**Problem requirements**
Type out the data again, word for word and in full.

**Materials provided**
____
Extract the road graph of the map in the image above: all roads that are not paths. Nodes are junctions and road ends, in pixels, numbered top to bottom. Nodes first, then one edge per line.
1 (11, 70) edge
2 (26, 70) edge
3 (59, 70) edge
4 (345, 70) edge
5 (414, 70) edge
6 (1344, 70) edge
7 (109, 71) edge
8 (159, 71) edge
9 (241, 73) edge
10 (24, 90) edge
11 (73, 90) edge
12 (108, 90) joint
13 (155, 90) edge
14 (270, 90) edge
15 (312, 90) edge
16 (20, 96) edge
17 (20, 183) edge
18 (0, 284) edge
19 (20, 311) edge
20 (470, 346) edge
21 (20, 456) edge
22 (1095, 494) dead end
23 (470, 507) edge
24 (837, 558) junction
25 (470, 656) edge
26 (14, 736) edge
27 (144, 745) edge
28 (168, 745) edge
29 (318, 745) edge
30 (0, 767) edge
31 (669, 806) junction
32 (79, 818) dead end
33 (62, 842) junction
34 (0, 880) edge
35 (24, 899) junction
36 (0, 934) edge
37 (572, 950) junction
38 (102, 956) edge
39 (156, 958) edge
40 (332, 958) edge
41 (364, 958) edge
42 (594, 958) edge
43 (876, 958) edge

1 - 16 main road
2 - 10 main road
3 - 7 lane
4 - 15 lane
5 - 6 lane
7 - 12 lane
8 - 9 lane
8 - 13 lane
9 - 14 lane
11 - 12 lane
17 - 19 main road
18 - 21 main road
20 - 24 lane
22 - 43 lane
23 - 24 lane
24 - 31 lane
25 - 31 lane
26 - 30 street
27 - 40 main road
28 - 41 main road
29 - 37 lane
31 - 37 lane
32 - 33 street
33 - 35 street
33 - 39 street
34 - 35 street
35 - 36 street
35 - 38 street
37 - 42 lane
____
**Solved exercise**
Extract the road graph of the map in the image above: all roads that are not paths. Nodes are junctions and road ends, in pixels, numbered top to bottom. Nodes first, then one edge per line.
1 (11, 70) edge
2 (26, 70) edge
3 (59, 70) edge
4 (345, 70) edge
5 (414, 70) edge
6 (1344, 70) edge
7 (109, 71) edge
8 (159, 71) edge
9 (241, 73) edge
10 (24, 90) edge
11 (73, 90) edge
12 (108, 90) joint
13 (155, 90) edge
14 (270, 90) edge
15 (312, 90) edge
16 (20, 96) edge
17 (20, 183) edge
18 (0, 284) edge
19 (20, 311) edge
20 (470, 346) edge
21 (20, 456) edge
22 (1095, 494) dead end
23 (470, 507) edge
24 (837, 558) junction
25 (470, 656) edge
26 (14, 736) edge
27 (144, 745) edge
28 (168, 745) edge
29 (318, 745) edge
30 (0, 767) edge
31 (669, 806) junction
32 (79, 818) dead end
33 (62, 842) junction
34 (0, 880) edge
35 (24, 899) junction
36 (0, 934) edge
37 (572, 950) junction
38 (102, 956) edge
39 (156, 958) edge
40 (332, 958) edge
41 (364, 958) edge
42 (594, 958) edge
43 (876, 958) edge

1 - 16 main road
2 - 10 main road
3 - 7 lane
4 - 15 lane
5 - 6 lane
7 - 12 lane
8 - 9 lane
8 - 13 lane
9 - 14 lane
11 - 12 lane
17 - 19 main road
18 - 21 main road
20 - 24 lane
22 - 43 lane
23 - 24 lane
24 - 31 lane
25 - 31 lane
26 - 30 street
27 - 40 main road
28 - 41 main road
29 - 37 lane
31 - 37 lane
32 - 33 street
33 - 35 street
33 - 39 street
34 - 35 street
35 - 36 street
35 - 38 street
37 - 42 lane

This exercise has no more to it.